Mrs. Fairfax surprised me by looking out of the window with a sad countenance, and saying gravely — “Miss Eyre, will you come to breakfast?” During the meal she was quiet and cool: but I could not undeceive her then. I must wait for my master to give explanations; and so must she. I ate what I could, and then I hastened upstairs. I met Adele leaving the schoolroom.
“Where are you going? It is time for lessons.”
“Mr. Rochester has sent me away to the nursery.”
“Where is he?”
“In there,” pointing to the apartment she had left; and I went in, and there he stood.
“Come and bid me good-morning,” said he. I gladly advanced; and it was not merely a cold word now, or even a shake of the hand that I received, but an embrace and a kiss. It seemed natural: it seemed genial to be so well loved, so caressed by him.
“Jane, you look blooming, and smiling, and pretty,” said he: “truly pretty this morning. Is this my pale, little elf? Is this my mustard-seed? This little sunny-faced girl with the dimpled cheek and rosy lips; the satin-smooth hazel hair, and the radiant hazel eyes?” (I had green eyes, reader; but you must excuse the mistake: for him they were new-dyed, I suppose.)
“It is Jane Eyre, sir.”
“Soon to be Jane Rochester,” he added: “in four weeks, Janet; not a day more. Do you hear that?”
I did, and I could not quite comprehend it: it made me giddy. The feeling, the announcement sent through me, was something stronger than was consistent with joy — something that smote and stunned. It was, I think almost fear.
“You blushed, and now you are white, Jane: what is that for?”
“Because you gave me a new name — Jane Rochester; and it seems so strange.”
“Yes, Mrs. Rochester,” said he; “young Mrs. Rochester — Fairfax Rochester’s girl-bride.”
“It can never be, sir; it does not sound likely. Human beings never enjoy complete happiness in this world. I was not born for a different destiny to the rest of my species: to imagine such a lot befalling me is a fairy tale — a day-dream.”

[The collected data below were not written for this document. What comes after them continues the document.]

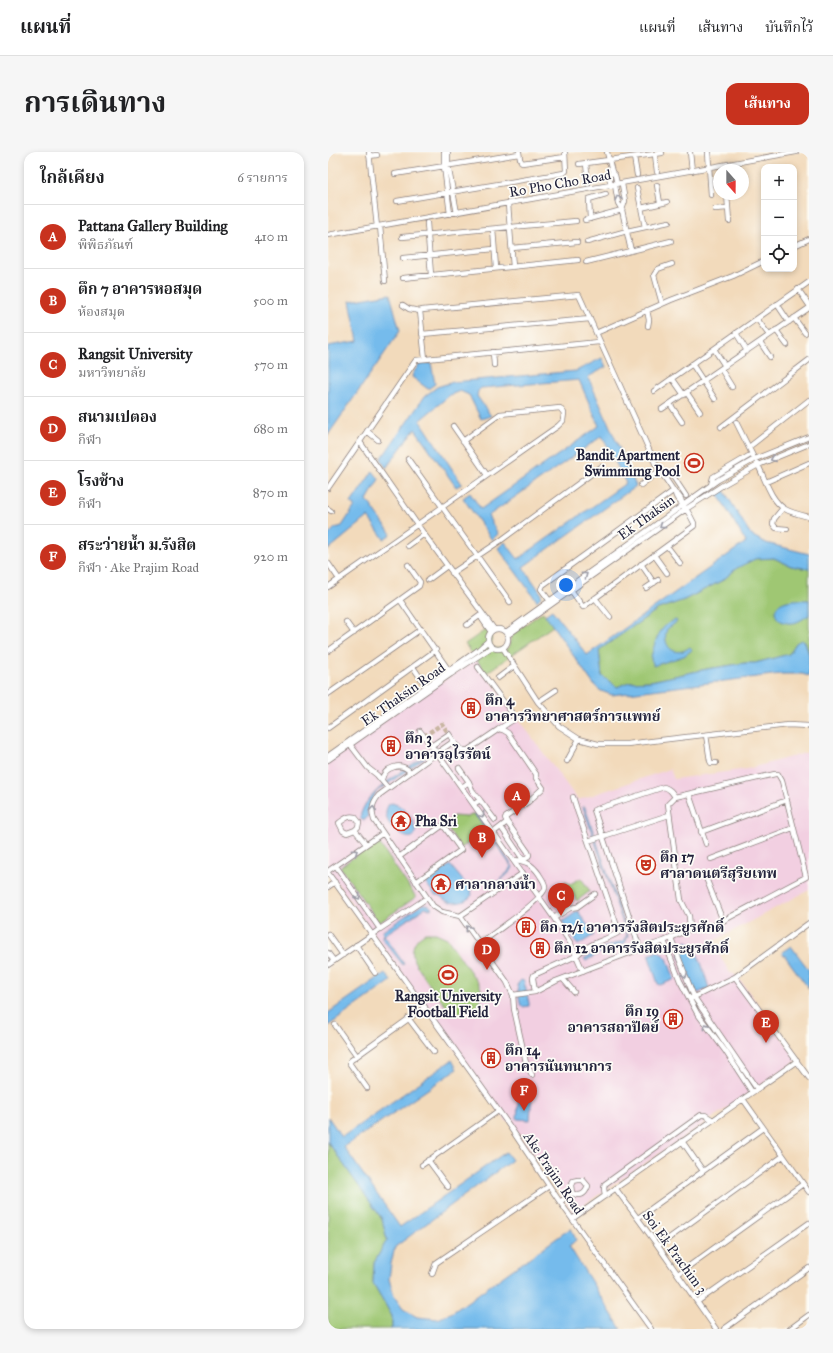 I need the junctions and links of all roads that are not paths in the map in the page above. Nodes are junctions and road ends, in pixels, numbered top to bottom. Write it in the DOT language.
graph roads {
  1 [pos="444,152"];
  2 [pos="448,152"];
  3 [pos="607,152"];
  4 [pos="690,152"];
  5 [pos="708,152"];
  6 [pos="796,152"];
  7 [pos="519,153"];
  8 [pos="648,153"];
  9 [pos="662,153"];
  10 [pos="369,154"];
  11 [pos="655,154"];
  12 [pos="378,155"];
  13 [pos="565,155"];
  14 [pos="767,155"];
  15 [pos="634,157"];
  16 [pos="609,160"];
  17 [pos="586,163"];
  18 [pos="579,164"];
  19 [pos="737,164"];
  20 [pos="446,165"];
  21 [pos="709,168"];
  22 [pos="713,168"];
  23 [pos="692,171"];
  24 [pos="658,172"];
  25 [pos="395,174"];
  26 [pos="637,175"];
  27 [pos="588,184"];
  28 [pos="616,185"];
  29 [pos="657,185"];
  30 [pos="637,188"];
  31 [pos="452,191"];
  32 [pos="447,192"];
  33 [pos="606,194"];
  34 [pos="711,195"];
  35 [pos="727,200"];
  36 [pos="397,201"];
  37 [pos="667,202"];
  38 [pos="660,203"];
  39 [pos="508,204"];
  40 [pos="641,208"];
  41 [pos="728,208"];
  42 [pos="715,209"];
  43 [pos="622,210"];
  44 [pos="457,213"];
  45 [pos="450,214"];
  46 [pos="576,221"];
  47 [pos="729,221"];
  48 [pos="669,222"];
  49 [pos="427,223"];
  50 [pos="379,226"];
  51 [pos="510,227"];
  52 [pos="645,227"];
  53 [pos="493,228"];
  54 [pos="627,231"];
  55 [pos="428,234"];
  56 [pos="328,235"];
  57 [pos="402,237"];
  58 [pos="809,238"];
  59 [pos="671,241"];
  60 [pos="578,242"];
  61 [pos="587,242"];
  62 [pos="797,244"];
  63 [pos="512,248"];
  64 [pos="494,249"];
  65 [pos="631,251"];
  66 [pos="430,255"];
  67 [pos="403,258"];
  68 [pos="578,260"];
  69 [pos="586,262"];
  70 [pos="761,262"];
  71 [pos="672,264"];
  72 [pos="513,267"];
  73 [pos="496,268"];
  74 [pos="431,275"];
  75 [pos="403,278"];
  76 [pos="385,281"];
  77 [pos="809,282"];
  78 [pos="798,290"];
  79 [pos="662,304"];
  80 [pos="777,304"];
  81 [pos="403,305"];
  82 [pos="809,306"];
  83 [pos="647,310"];
  84 [pos="420,311"];
  85 [pos="757,318"];
  86 [pos="794,318"];
  87 [pos="590,319"];
  88 [pos="789,322"];
  89 [pos="648,326"];
  90 [pos="776,330"];
  91 [pos="596,333"];
  92 [pos="805,333"];
  93 [pos="422,334"];
  94 [pos="736,334"];
  95 [pos="769,335"];
  96 [pos="599,342"];
  97 [pos="760,342"];
  98 [pos="787,345"];
  99 [pos="714,349"];
  100 [pos="747,351"];
  101 [pos="493,352"];
  102 [pos="770,357"];
  103 [pos="425,359"];
  104 [pos="809,360"];
  105 [pos="692,364"];
  106 [pos="494,366"];
  107 [pos="723,367"];
  108 [pos="672,378"];
  109 [pos="703,381"];
  110 [pos="732,387"];
  111 [pos="654,391"];
  112 [pos="685,394"];
  113 [pos="715,399"];
  114 [pos="809,400"];
  115 [pos="670,404"];
  116 [pos="662,409"];
  117 [pos="700,412"];
  118 [pos="682,422"];
  119 [pos="736,422"];
  120 [pos="453,426"];
  121 [pos="721,427"];
  122 [pos="367,431"];
  123 [pos="809,437"];
  124 [pos="378,440"];
  125 [pos="463,441"];
  126 [pos="360,442"];
  127 [pos="809,444"];
  128 [pos="749,448"];
  129 [pos="754,457"];
  130 [pos="408,459"];
  131 [pos="809,463"];
  132 [pos="758,465"];
  133 [pos="601,468"];
  134 [pos="660,471"];
  135 [pos="486,475"];
  136 [pos="664,477"];
  137 [pos="766,482"];
  138 [pos="641,485"];
  139 [pos="328,488"];
  140 [pos="674,492"];
  141 [pos="686,496"];
  142 [pos="682,504"];
  143 [pos="442,507"];
  144 [pos="783,508"];
  145 [pos="686,509"];
  146 [pos="809,517"];
  147 [pos="417,524"];
  148 [pos="786,529"];
  149 [pos="424,534"];
  150 [pos="408,546"];
  151 [pos="667,546"];
  152 [pos="654,555"];
  153 [pos="477,556"];
  154 [pos="328,563"];
  155 [pos="680,563"];
  156 [pos="641,564"];
  157 [pos="408,565"];
  158 [pos="447,566"];
  159 [pos="452,573"];
  160 [pos="667,573"];
  161 [pos="339,580"];
  162 [pos="428,580"];
  163 [pos="328,587"];
  164 [pos="646,588"];
  165 [pos="570,589"];
  166 [pos="594,598"];
  167 [pos="400,600"];
  168 [pos="549,600"];
  169 [pos="510,602"];
  170 [pos="544,608"];
  171 [pos="482,614"];
  172 [pos="610,617"];
  173 [pos="346,622"];
  174 [pos="467,625"];
  175 [pos="421,629"];
  176 [pos="493,631"];
  177 [pos="354,633"];
  178 [pos="507,634"];
  179 [pos="488,641"];
  180 [pos="492,647"];
  181 [pos="329,648"];
  182 [pos="503,648"];
  183 [pos="436,650"];
  184 [pos="514,666"];
  185 [pos="412,667"];
  186 [pos="478,667"];
  187 [pos="450,672"];
  188 [pos="498,678"];
  189 [pos="426,686"];
  190 [pos="556,690"];
  191 [pos="328,694"];
  192 [pos="538,702"];
  193 [pos="809,726"];
  194 [pos="328,728"];
  195 [pos="499,730"];
  196 [pos="420,731"];
  197 [pos="706,735"];
  198 [pos="579,739"];
  199 [pos="454,741"];
  200 [pos="350,743"];
  201 [pos="431,746"];
  202 [pos="437,753"];
  203 [pos="328,756"];
  204 [pos="328,760"];
  205 [pos="568,761"];
  206 [pos="716,763"];
  207 [pos="459,768"];
  208 [pos="408,770"];
  209 [pos="469,782"];
  210 [pos="385,784"];
  211 [pos="462,787"];
  212 [pos="690,794"];
  213 [pos="574,797"];
  214 [pos="675,797"];
  215 [pos="480,800"];
  216 [pos="787,800"];
  217 [pos="474,804"];
  218 [pos="669,815"];
  219 [pos="495,820"];
  220 [pos="507,822"];
  221 [pos="501,827"];
  222 [pos="793,828"];
  223 [pos="355,830"];
  224 [pos="494,832"];
  225 [pos="701,832"];
  226 [pos="383,833"];
  227 [pos="603,836"];
  228 [pos="589,840"];
  229 [pos="366,844"];
  230 [pos="706,844"];
  231 [pos="399,857"];
  232 [pos="711,859"];
  233 [pos="514,860"];
  234 [pos="336,866"];
  235 [pos="328,872"];
  236 [pos="522,873"];
  237 [pos="706,878"];
  238 [pos="335,882"];
  239 [pos="416,882"];
  240 [pos="328,887"];
  241 [pos="595,894"];
  242 [pos="540,896"];
  243 [pos="428,898"];
  244 [pos="460,916"];
  245 [pos="554,918"];
  246 [pos="723,921"];
  247 [pos="809,923"];
  248 [pos="380,929"];
  249 [pos="690,929"];
  250 [pos="328,934"];
  251 [pos="372,934"];
  252 [pos="671,938"];
  253 [pos="664,941"];
  254 [pos="479,944"];
  255 [pos="356,945"];
  256 [pos="640,949"];
  257 [pos="328,953"];
  258 [pos="343,955"];
  259 [pos="576,956"];
  260 [pos="334,961"];
  261 [pos="328,965"];
  262 [pos="583,971"];
  263 [pos="375,973"];
  264 [pos="734,977"];
  265 [pos="562,979"];
  266 [pos="533,992"];
  267 [pos="574,992"];
  268 [pos="515,995"];
  269 [pos="692,998"];
  270 [pos="425,1007"];
  271 [pos="408,1018"];
  272 [pos="335,1025"];
  273 [pos="434,1052"];
  274 [pos="357,1056"];
  275 [pos="797,1061"];
  276 [pos="532,1075"];
  277 [pos="809,1078"];
  278 [pos="367,1088"];
  279 [pos="757,1089"];
  280 [pos="752,1092"];
  281 [pos="743,1099"];
  282 [pos="498,1111"];
  283 [pos="713,1120"];
  284 [pos="763,1128"];
  285 [pos="682,1141"];
  286 [pos="783,1156"];
  287 [pos="428,1160"];
  288 [pos="422,1165"];
  289 [pos="703,1172"];
  290 [pos="803,1184"];
  291 [pos="549,1186"];
  292 [pos="448,1187"];
  293 [pos="616,1189"];
  294 [pos="809,1192"];
  295 [pos="572,1193"];
  296 [pos="605,1196"];
  297 [pos="560,1202"];
  298 [pos="638,1218"];
  299 [pos="572,1219"];
  300 [pos="809,1223"];
  301 [pos="658,1246"];
  302 [pos="809,1268"];
  303 [pos="432,1274"];
  304 [pos="678,1274"];
  305 [pos="697,1302"];
  306 [pos="809,1315"];
  307 [pos="651,1329"];
  308 [pos="716,1329"];
  309 [pos="724,1329"];
  310 [pos="790,1329"];
  1 -- 20 [label="street"];
  2 -- 20 [label="street"];
  3 -- 16 [label="street"];
  4 -- 23 [label="street"];
  5 -- 21 [label="street"];
  6 -- 14 [label="street, Ro Pho Cho Road"];
  7 -- 13 [label="street"];
  7 -- 20 [label="street"];
  8 -- 11 [label="street"];
  8 -- 15 [label="street"];
  9 -- 11 [label="street"];
  10 -- 12 [label="street"];
  10 -- 50 [label="street"];
  11 -- 24 [label="street"];
  13 -- 31 [label="street"];
  14 -- 19 [label="street, Ro Pho Cho Road"];
  15 -- 16 [label="street"];
  15 -- 26 [label="street"];
  16 -- 17 [label="street"];
  16 -- 28 [label="street"];
  17 -- 18 [label="street"];
  17 -- 27 [label="street"];
  20 -- 25 [label="street"];
  20 -- 31 [label="street"];
  20 -- 32 [label="street"];
  21 -- 22 [label="street, Ro Pho Cho Road"];
  21 -- 23 [label="street, Ro Pho Cho Road"];
  21 -- 34 [label="street"];
  23 -- 28 [label="street, Ro Pho Cho Road"];
  28 -- 39 [label="street, Ro Pho Cho Road"];
  28 -- 43 [label="street"];
  29 -- 38 [label="street"];
  30 -- 40 [label="street"];
  31 -- 32 [label="street"];
  31 -- 44 [label="street"];
  32 -- 36 [label="street"];
  32 -- 45 [label="street"];
  33 -- 43 [label="street"];
  35 -- 41 [label="street"];
  37 -- 38 [label="street"];
  38 -- 40 [label="street"];
  39 -- 44 [label="street, Ro Pho Cho Road"];
  39 -- 51 [label="street"];
  40 -- 52 [label="street"];
  41 -- 42 [label="street"];
  41 -- 47 [label="street"];
  43 -- 54 [label="street"];
  44 -- 45 [label="street, Ro Pho Cho Road"];
  45 -- 50 [label="street, Ro Pho Cho Road"];
  46 -- 51 [label="street"];
  48 -- 52 [label="street"];
  49 -- 55 [label="street"];
  50 -- 56 [label="street, Ro Pho Cho Road"];
  50 -- 76 [label="street"];
  51 -- 53 [label="street"];
  51 -- 63 [label="street"];
  52 -- 54 [label="street"];
  53 -- 55 [label="street"];
  53 -- 64 [label="street"];
  54 -- 61 [label="street"];
  54 -- 65 [label="street"];
  55 -- 57 [label="street"];
  55 -- 66 [label="street"];
  58 -- 62 [label="street"];
  59 -- 65 [label="street"];
  60 -- 63 [label="street"];
  63 -- 72 [label="street"];
  64 -- 66 [label="street"];
  64 -- 73 [label="street"];
  65 -- 69 [label="street"];
  66 -- 67 [label="street"];
  66 -- 74 [label="street"];
  68 -- 72 [label="street"];
  70 -- 79 [label="street"];
  71 -- 79 [label="street"];
  72 -- 73 [label="street"];
  73 -- 74 [label="street"];
  74 -- 75 [label="street"];
  77 -- 78 [label="street"];
  78 -- 80 [label="street"];
  78 -- 82 [label="street"];
  79 -- 83 [label="street"];
  80 -- 85 [label="street"];
  80 -- 88 [label="street"];
  81 -- 84 [label="street"];
  82 -- 86 [label="street"];
  83 -- 89 [label="street"];
  83 -- 91 [label="street"];
  84 -- 87 [label="street"];
  84 -- 93 [label="street"];
  85 -- 94 [label="street"];
  85 -- 95 [label="street"];
  86 -- 88 [label="street"];
  86 -- 92 [label="street"];
  87 -- 91 [label="street"];
  87 -- 93 [label="street"];
  88 -- 90 [label="street"];
  90 -- 95 [label="street"];
  90 -- 98 [label="street"];
  91 -- 96 [label="street"];
  93 -- 103 [label="street"];
  94 -- 99 [label="street"];
  94 -- 100 [label="street"];
  95 -- 97 [label="street"];
  96 -- 101 [label="street"];
  96 -- 134 [label="street"];
  97 -- 100 [label="street"];
  97 -- 102 [label="street"];
  99 -- 105 [label="street"];
  99 -- 107 [label="street"];
  100 -- 107 [label="street"];
  101 -- 103 [label="street"];
  101 -- 106 [label="street"];
  103 -- 122 [label="street"];
  104 -- 121 [label="street"];
  105 -- 108 [label="street"];
  105 -- 109 [label="street"];
  107 -- 109 [label="street"];
  107 -- 110 [label="street"];
  108 -- 111 [label="street"];
  108 -- 112 [label="street"];
  109 -- 112 [label="street"];
  109 -- 113 [label="street"];
  112 -- 115 [label="street"];
  112 -- 117 [label="street"];
  114 -- 128 [label="street"];
  115 -- 116 [label="street"];
  115 -- 118 [label="street"];
  119 -- 128 [label="street"];
  120 -- 125 [label="street"];
  122 -- 124 [label="street"];
  122 -- 126 [label="street"];
  123 -- 129 [label="street"];
  125 -- 135 [label="street"];
  125 -- 135 [label="street"];
  126 -- 139 [label="street"];
  126 -- 147 [label="street"];
  127 -- 132 [label="street, one-way"];
  128 -- 129 [label="street"];
  129 -- 132 [label="street"];
  129 -- 142 [label="street, Ek Thaksin"];
  130 -- 143 [label="street"];
  131 -- 137 [label="street"];
  132 -- 137 [label="street"];
  132 -- 145 [label="street"];
  133 -- 153 [label="street"];
  134 -- 136 [label="street"];
  134 -- 138 [label="street"];
  135 -- 143 [label="street"];
  136 -- 140 [label="street"];
  136 -- 141 [label="street"];
  137 -- 144 [label="street"];
  140 -- 142 [label="street"];
  140 -- 168 [label="street"];
  142 -- 145 [label="street"];
  165 -- 142 [label="street, Ek Thaksin, one-way"];
  143 -- 147 [label="street"];
  143 -- 153 [label="street"];
  144 -- 146 [label="street"];
  144 -- 148 [label="street"];
  145 -- 151 [label="street"];
  145 -- 165 [label="street, one-way"];
  147 -- 149 [label="street"];
  147 -- 161 [label="street"];
  149 -- 150 [label="street"];
  149 -- 158 [label="street"];
  151 -- 152 [label="street"];
  151 -- 155 [label="street"];
  152 -- 156 [label="street"];
  152 -- 160 [label="street"];
  153 -- 159 [label="street"];
  153 -- 169 [label="street"];
  154 -- 161 [label="street"];
  156 -- 164 [label="street"];
  156 -- 166 [label="street"];
  157 -- 167 [label="street"];
  158 -- 159 [label="street"];
  158 -- 162 [label="street"];
  159 -- 171 [label="street"];
  161 -- 163 [label="street"];
  165 -- 166 [label="street"];
  165 -- 168 [label="street, Ek Thaksin"];
  165 -- 170 [label="street"];
  166 -- 172 [label="street"];
  167 -- 175 [label="street"];
  167 -- 177 [label="street"];
  168 -- 170 [label="street, Ek Thaksin"];
  170 -- 178 [label="street, Ek Thaksin"];
  171 -- 174 [label="street"];
  171 -- 176 [label="street"];
  173 -- 177 [label="street"];
  175 -- 183 [label="street"];
  175 -- 191 [label="street"];
  176 -- 178 [label="street"];
  176 -- 179 [label="street"];
  177 -- 181 [label="street"];
  178 -- 182 [label="street"];
  179 -- 180 [label="street"];
  179 -- 187 [label="street, Ek Thaksin Road"];
  180 -- 182 [label="street"];
  180 -- 187 [label="street, Ek Thaksin Road"];
  182 -- 184 [label="street"];
  183 -- 185 [label="street"];
  183 -- 187 [label="street"];
  184 -- 188 [label="street"];
  184 -- 192 [label="street"];
  185 -- 189 [label="street"];
  185 -- 194 [label="street"];
  186 -- 195 [label="street"];
  187 -- 189 [label="street, Ek Thaksin Road"];
  187 -- 200 [label="street, Ek Thaksin Road"];
  189 -- 200 [label="street, Ek Thaksin Road"];
  190 -- 192 [label="street"];
  192 -- 198 [label="street"];
  193 -- 197 [label="street"];
  195 -- 199 [label="street"];
  195 -- 220 [label="street"];
  196 -- 201 [label="street"];
  197 -- 198 [label="street"];
  197 -- 206 [label="street"];
  198 -- 205 [label="street"];
  199 -- 201 [label="street"];
  199 -- 202 [label="street"];
  200 -- 203 [label="street, Ek Thaksin Road"];
  200 -- 204 [label="street, Ek Thaksin Road"];
  200 -- 210 [label="street"];
  201 -- 202 [label="street"];
  202 -- 208 [label="street"];
  202 -- 211 [label="street"];
  207 -- 209 [label="street"];
  208 -- 210 [label="street"];
  208 -- 210 [label="street"];
  209 -- 211 [label="street"];
  209 -- 215 [label="street"];
  226 -- 210 [label="street, one-way"];
  211 -- 217 [label="street"];
  212 -- 214 [label="street"];
  212 -- 216 [label="street"];
  212 -- 225 [label="street"];
  213 -- 228 [label="street"];
  214 -- 218 [label="street"];
  214 -- 227 [label="street"];
  215 -- 217 [label="street"];
  215 -- 219 [label="street"];
  216 -- 222 [label="street"];
  216 -- 225 [label="street"];
  217 -- 224 [label="street, one-way"];
  218 -- 227 [label="street"];
  218 -- 249 [label="street"];
  220 -- 221 [label="street"];
  220 -- 221 [label="street"];
  221 -- 224 [label="street"];
  222 -- 232 [label="street"];
  222 -- 246 [label="street"];
  223 -- 229 [label="street"];
  224 -- 233 [label="street"];
  225 -- 230 [label="street"];
  226 -- 229 [label="street"];
  226 -- 231 [label="street"];
  227 -- 228 [label="street"];
  227 -- 256 [label="street"];
  228 -- 259 [label="street"];
  234 -- 229 [label="street, one-way"];
  231 -- 239 [label="street"];
  231 -- 239 [label="street"];
  233 -- 236 [label="street"];
  233 -- 242 [label="street"];
  234 -- 235 [label="street"];
  234 -- 248 [label="street, one-way"];
  235 -- 238 [label="street, Ake Prajim Road"];
  236 -- 242 [label="street"];
  236 -- 244 [label="street"];
  237 -- 246 [label="street"];
  238 -- 240 [label="street"];
  238 -- 251 [label="street, Ake Prajim Road"];
  239 -- 243 [label="street"];
  241 -- 245 [label="street"];
  242 -- 245 [label="street"];
  242 -- 254 [label="street"];
  243 -- 244 [label="street"];
  243 -- 248 [label="street"];
  254 -- 244 [label="street, one-way"];
  245 -- 259 [label="street"];
  246 -- 249 [label="street"];
  247 -- 264 [label="street"];
  248 -- 251 [label="street"];
  249 -- 252 [label="street"];
  250 -- 258 [label="street"];
  251 -- 255 [label="street"];
  251 -- 270 [label="street, Ake Prajim Road"];
  252 -- 253 [label="street"];
  252 -- 269 [label="street, one-way"];
  253 -- 256 [label="street"];
  253 -- 269 [label="street"];
  254 -- 268 [label="street"];
  255 -- 258 [label="street"];
  255 -- 263 [label="street"];
  256 -- 262 [label="street"];
  257 -- 260 [label="street"];
  258 -- 260 [label="street"];
  259 -- 262 [label="street"];
  259 -- 266 [label="street"];
  260 -- 261 [label="street"];
  262 -- 265 [label="street"];
  264 -- 269 [label="street"];
  264 -- 275 [label="street"];
  265 -- 266 [label="street"];
  265 -- 267 [label="street"];
  266 -- 268 [label="street"];
  268 -- 276 [label="street"];
  269 -- 279 [label="street"];
  280 -- 269 [label="street, one-way"];
  270 -- 271 [label="street"];
  270 -- 282 [label="street, Ake Prajim Road"];
  271 -- 273 [label="street"];
  271 -- 274 [label="street"];
  272 -- 274 [label="street"];
  274 -- 278 [label="street"];
  275 -- 277 [label="street"];
  275 -- 279 [label="street"];
  279 -- 280 [label="street"];
  280 -- 281 [label="street"];
  281 -- 283 [label="street"];
  281 -- 284 [label="street"];
  282 -- 287 [label="street"];
  282 -- 291 [label="street, Ake Prajim Road"];
  283 -- 285 [label="street"];
  283 -- 296 [label="street"];
  284 -- 286 [label="street"];
  284 -- 289 [label="street"];
  285 -- 289 [label="street"];
  285 -- 293 [label="street"];
  286 -- 290 [label="street"];
  286 -- 301 [label="street"];
  287 -- 288 [label="street"];
  287 -- 292 [label="street"];
  289 -- 298 [label="street"];
  290 -- 294 [label="street"];
  290 -- 304 [label="street"];
  291 -- 297 [label="street, Ake Prajim Road"];
  291 -- 303 [label="street"];
  293 -- 296 [label="street"];
  293 -- 298 [label="street, Soi Ek Prachim 3"];
  295 -- 297 [label="street"];
  296 -- 299 [label="street"];
  297 -- 299 [label="street, Ake Prajim Road"];
  298 -- 301 [label="street, Soi Ek Prachim 3"];
  299 -- 307 [label="street, Ake Prajim Road"];
  300 -- 305 [label="street"];
  301 -- 304 [label="street, Soi Ek Prachim 3"];
  302 -- 309 [label="street"];
  304 -- 305 [label="street, Soi Ek Prachim 3"];
  305 -- 308 [label="street, Soi Ek Prachim 3"];
  306 -- 310 [label="street"];
}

“Which I can and will realise. I shall begin to-day. This morning I wrote to my banker in London to send me certain jewels he has in his keeping, — heirlooms for the ladies of Thornfield. In a day or two I hope to pour them into your lap: for every privilege, every attention shall be yours that I would accord a peer’s daughter, if about to marry her.”
“Oh, sir! — never rain jewels! I don’t like to hear them spoken of. Jewels for Jane Eyre sounds unnatural and strange: I would rather not have them.”
“I will myself put the diamond chain round your neck, and the circlet on your forehead, — which it will become: for nature, at least, has stamped her patent of nobility on this brow, Jane; and I will clasp the bracelets on these fine wrists, and load these fairy-like fingers with rings.”